About Me.

I am a physician, cultural historian of medicine, and Founding Director of Medical Humanities at Georgetown University.

My research focuses on diagnosis and clinical reasoning, especially diagnostic health disparities. I am writing a book for Johns Hopkins University Press, The Doctor and the Detective: A Cultural History of Diagnosis. My work grapples with these questions: how do doctors think and what stories do they tell about themselves? What happens to the diagnostic process in the face of new technologies? How do we address diagnostic error and bias, which harm thousands of patients each year?

I am passionate about connecting health and the humanities and applying this framework to clinical and public health issues, including the COVID-19 pandemic. My innovation in the medical humanities has resulted in numerous research publications, grants, and international recognition including a U.S. Rhodes Scholarship, The Isis Poetry Prize (given by Oxford’s oldest literary magazine), and a National Endowment for the Humanities Fellowship. I have won awards from the Academy of Communication in Healthcare and the Association of American Medical Colleges, and appeared on media such as Voice of America, Science News, and The History Channel.

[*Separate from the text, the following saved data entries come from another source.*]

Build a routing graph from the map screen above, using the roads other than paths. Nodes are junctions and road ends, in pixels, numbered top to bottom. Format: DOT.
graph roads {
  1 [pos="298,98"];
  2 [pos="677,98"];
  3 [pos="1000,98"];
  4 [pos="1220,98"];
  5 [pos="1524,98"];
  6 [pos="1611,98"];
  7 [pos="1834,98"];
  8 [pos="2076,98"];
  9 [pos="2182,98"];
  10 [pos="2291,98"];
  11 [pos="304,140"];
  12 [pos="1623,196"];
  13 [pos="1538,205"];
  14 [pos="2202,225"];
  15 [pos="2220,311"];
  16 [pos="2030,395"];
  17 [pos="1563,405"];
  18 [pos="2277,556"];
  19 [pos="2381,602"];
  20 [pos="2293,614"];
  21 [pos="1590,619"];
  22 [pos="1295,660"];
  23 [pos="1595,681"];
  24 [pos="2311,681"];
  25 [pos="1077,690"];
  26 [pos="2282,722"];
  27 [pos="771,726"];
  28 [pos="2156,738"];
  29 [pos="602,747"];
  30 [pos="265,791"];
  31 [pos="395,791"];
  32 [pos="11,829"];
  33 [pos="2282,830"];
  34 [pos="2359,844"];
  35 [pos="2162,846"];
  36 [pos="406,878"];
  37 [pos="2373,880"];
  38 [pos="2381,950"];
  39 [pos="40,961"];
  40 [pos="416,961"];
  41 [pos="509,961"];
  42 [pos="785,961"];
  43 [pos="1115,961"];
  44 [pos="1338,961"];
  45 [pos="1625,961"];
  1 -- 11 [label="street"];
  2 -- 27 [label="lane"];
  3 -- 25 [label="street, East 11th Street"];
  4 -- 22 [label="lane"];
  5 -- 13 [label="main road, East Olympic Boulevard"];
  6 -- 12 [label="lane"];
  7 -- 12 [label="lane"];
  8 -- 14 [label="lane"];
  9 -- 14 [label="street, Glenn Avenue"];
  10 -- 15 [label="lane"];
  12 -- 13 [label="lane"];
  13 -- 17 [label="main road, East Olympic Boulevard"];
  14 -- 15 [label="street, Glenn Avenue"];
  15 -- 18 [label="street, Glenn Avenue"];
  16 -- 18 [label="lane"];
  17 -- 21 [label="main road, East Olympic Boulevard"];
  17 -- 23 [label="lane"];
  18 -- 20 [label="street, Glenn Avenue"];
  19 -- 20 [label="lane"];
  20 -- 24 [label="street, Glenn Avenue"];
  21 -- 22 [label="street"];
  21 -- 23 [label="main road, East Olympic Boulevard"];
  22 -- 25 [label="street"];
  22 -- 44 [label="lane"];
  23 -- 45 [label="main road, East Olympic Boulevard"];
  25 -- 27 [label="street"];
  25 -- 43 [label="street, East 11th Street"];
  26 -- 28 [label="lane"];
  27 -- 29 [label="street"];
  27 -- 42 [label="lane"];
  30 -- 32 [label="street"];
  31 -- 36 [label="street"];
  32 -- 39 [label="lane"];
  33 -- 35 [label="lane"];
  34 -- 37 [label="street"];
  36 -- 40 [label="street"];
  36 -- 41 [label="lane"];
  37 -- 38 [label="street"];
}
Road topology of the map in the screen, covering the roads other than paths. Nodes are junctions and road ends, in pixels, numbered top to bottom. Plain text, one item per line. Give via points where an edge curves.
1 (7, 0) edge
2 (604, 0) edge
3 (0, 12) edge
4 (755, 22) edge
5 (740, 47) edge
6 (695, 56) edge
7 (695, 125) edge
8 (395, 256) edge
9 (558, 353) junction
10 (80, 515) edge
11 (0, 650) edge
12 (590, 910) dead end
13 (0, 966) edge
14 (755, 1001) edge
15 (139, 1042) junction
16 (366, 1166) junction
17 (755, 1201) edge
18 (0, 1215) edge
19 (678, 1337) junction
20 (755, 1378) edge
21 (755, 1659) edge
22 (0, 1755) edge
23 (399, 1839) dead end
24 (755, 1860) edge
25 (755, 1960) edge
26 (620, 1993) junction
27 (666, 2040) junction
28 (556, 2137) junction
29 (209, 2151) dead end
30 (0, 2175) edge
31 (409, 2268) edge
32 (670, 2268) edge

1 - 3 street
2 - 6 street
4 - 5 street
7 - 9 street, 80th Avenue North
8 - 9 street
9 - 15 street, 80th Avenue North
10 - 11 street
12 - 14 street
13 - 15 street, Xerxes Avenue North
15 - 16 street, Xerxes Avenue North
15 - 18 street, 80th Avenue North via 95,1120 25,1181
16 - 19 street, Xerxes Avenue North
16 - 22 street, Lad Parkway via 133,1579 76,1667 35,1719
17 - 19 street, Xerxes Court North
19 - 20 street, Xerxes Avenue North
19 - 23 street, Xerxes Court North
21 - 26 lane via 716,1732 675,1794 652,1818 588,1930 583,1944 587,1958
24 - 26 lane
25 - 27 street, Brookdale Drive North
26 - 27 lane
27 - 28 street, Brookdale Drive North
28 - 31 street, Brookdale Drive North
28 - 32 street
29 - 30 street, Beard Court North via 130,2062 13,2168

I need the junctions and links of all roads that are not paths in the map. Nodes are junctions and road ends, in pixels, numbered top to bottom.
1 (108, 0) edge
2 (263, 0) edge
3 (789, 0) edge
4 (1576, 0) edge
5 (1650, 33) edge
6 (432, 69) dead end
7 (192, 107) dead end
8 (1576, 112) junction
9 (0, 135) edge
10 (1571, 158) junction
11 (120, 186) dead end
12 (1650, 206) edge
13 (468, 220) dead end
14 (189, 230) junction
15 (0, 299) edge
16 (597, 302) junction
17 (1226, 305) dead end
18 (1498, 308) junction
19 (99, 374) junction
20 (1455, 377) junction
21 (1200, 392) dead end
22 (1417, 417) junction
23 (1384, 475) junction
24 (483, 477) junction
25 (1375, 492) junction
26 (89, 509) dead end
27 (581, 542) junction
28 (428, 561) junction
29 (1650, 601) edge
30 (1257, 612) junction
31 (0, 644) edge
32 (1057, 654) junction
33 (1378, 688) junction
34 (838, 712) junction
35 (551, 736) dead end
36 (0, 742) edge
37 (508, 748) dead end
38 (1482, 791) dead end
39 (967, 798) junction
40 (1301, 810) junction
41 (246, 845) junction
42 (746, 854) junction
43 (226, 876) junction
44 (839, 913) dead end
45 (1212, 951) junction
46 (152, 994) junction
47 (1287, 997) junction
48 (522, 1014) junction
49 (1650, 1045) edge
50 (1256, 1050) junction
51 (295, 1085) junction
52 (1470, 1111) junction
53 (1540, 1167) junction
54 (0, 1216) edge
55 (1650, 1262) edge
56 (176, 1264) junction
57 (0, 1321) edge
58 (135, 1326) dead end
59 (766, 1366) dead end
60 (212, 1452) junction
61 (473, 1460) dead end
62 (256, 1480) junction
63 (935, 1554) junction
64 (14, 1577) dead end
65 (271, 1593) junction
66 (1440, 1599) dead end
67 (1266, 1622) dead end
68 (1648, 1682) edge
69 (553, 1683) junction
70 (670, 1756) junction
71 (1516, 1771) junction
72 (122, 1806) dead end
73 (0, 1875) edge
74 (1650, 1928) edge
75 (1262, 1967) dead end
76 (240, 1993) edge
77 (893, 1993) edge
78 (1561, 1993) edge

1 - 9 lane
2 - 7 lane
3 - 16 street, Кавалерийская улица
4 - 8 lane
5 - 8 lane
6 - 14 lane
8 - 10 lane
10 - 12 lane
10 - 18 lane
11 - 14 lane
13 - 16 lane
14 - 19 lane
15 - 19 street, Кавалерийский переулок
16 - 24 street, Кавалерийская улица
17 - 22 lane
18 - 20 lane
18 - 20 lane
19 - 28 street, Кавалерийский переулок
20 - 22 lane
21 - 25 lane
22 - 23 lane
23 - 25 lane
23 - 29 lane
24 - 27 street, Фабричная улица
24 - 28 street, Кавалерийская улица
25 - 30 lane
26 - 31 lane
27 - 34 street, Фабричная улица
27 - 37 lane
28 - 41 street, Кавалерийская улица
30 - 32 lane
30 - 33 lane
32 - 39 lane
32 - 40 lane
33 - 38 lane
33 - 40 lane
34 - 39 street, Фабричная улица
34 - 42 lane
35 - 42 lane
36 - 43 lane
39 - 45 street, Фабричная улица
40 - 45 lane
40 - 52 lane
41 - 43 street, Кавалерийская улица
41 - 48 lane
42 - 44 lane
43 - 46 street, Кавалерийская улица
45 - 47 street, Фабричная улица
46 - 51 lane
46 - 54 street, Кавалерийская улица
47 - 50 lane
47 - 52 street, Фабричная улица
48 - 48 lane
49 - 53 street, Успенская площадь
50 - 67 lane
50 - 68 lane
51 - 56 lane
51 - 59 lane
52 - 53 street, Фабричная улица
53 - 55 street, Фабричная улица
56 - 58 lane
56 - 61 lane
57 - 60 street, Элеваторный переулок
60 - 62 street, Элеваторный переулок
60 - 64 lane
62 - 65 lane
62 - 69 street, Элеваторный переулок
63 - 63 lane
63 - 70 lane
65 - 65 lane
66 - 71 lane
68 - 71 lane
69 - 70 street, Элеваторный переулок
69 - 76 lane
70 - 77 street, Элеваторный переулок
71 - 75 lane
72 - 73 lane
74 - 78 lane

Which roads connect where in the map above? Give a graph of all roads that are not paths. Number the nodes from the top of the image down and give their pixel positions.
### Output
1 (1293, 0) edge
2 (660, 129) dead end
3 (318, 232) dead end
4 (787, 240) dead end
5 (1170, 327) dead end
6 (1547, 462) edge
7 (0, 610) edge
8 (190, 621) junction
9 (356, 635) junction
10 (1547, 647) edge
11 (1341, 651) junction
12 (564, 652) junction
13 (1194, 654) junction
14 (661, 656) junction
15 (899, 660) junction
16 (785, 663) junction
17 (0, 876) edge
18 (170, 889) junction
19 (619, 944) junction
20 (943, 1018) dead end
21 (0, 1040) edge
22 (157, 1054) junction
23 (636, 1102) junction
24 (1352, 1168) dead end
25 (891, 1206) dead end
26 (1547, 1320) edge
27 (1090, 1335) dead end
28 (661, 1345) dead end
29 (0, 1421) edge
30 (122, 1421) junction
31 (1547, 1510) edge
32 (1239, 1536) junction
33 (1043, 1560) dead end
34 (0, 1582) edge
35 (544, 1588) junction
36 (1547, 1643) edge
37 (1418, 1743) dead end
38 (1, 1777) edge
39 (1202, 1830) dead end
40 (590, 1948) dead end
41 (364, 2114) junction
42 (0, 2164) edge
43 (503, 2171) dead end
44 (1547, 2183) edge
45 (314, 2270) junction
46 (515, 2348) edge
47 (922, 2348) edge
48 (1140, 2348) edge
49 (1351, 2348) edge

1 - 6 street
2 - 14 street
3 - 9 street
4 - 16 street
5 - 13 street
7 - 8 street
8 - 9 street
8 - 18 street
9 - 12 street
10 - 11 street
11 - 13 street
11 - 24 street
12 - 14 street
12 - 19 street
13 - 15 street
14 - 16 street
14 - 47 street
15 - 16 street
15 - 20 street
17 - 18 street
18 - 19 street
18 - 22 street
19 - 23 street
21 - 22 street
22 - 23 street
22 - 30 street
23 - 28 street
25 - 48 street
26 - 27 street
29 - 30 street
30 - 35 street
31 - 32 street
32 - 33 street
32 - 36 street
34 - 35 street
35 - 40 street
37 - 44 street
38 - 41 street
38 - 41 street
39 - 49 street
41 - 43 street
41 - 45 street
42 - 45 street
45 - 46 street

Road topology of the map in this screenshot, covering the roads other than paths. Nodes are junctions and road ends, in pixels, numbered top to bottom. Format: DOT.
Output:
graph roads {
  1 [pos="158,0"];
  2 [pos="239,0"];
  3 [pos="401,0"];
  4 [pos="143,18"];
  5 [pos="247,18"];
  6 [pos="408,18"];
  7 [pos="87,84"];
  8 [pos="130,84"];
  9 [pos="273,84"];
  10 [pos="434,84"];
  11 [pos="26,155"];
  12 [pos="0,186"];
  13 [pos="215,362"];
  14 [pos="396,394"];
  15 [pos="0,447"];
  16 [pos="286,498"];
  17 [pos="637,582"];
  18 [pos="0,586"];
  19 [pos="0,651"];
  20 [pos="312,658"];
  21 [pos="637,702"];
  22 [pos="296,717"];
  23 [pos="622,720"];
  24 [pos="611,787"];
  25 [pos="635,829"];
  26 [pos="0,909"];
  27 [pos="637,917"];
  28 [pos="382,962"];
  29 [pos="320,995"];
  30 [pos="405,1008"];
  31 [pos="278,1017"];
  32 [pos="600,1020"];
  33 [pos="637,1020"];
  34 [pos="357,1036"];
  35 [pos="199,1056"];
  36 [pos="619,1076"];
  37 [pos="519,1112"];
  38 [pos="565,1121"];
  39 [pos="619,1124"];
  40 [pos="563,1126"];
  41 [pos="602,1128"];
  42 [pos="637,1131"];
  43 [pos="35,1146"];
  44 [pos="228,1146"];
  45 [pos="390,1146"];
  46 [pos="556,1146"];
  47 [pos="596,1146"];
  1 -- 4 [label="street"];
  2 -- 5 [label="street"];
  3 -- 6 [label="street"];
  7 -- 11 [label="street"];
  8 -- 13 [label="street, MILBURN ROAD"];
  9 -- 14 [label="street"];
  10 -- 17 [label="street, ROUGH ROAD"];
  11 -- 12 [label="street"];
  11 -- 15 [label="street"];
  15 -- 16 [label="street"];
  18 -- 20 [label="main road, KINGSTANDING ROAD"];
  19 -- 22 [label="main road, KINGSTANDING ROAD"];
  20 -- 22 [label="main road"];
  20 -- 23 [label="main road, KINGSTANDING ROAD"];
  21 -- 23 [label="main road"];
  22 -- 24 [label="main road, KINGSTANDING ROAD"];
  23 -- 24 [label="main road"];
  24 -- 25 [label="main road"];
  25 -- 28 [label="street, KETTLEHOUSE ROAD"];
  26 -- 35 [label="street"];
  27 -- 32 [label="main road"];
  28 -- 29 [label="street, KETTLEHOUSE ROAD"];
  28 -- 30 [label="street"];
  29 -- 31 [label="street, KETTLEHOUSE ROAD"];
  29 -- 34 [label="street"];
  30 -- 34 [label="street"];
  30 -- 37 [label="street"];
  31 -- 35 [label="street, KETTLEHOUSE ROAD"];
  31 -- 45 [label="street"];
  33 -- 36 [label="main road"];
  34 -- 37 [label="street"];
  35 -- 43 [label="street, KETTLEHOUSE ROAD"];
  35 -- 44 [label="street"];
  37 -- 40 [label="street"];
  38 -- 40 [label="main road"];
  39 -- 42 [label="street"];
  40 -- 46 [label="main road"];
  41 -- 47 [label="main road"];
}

I earned my DPhil (PhD) in English Literature from the University of Oxford, MD from The Johns Hopkins University School of Medicine, and completed an Internal Medicine residency at Duke before returning to Johns Hopkins for fellowship in General Internal Medicine and History of Medicine. Since 2020, I have been on faculty at Georgetown where I founded and direct the university’s Medical Humanities Initiative.

I was born in Bombay, India, and am a proud “Mumbaikar” and immigrant. My childhood was spent in England and most of my young adulthood in the Southern United States. I adore all things theatre, swimming, curating playlists, and my weekly trips to the DC public library.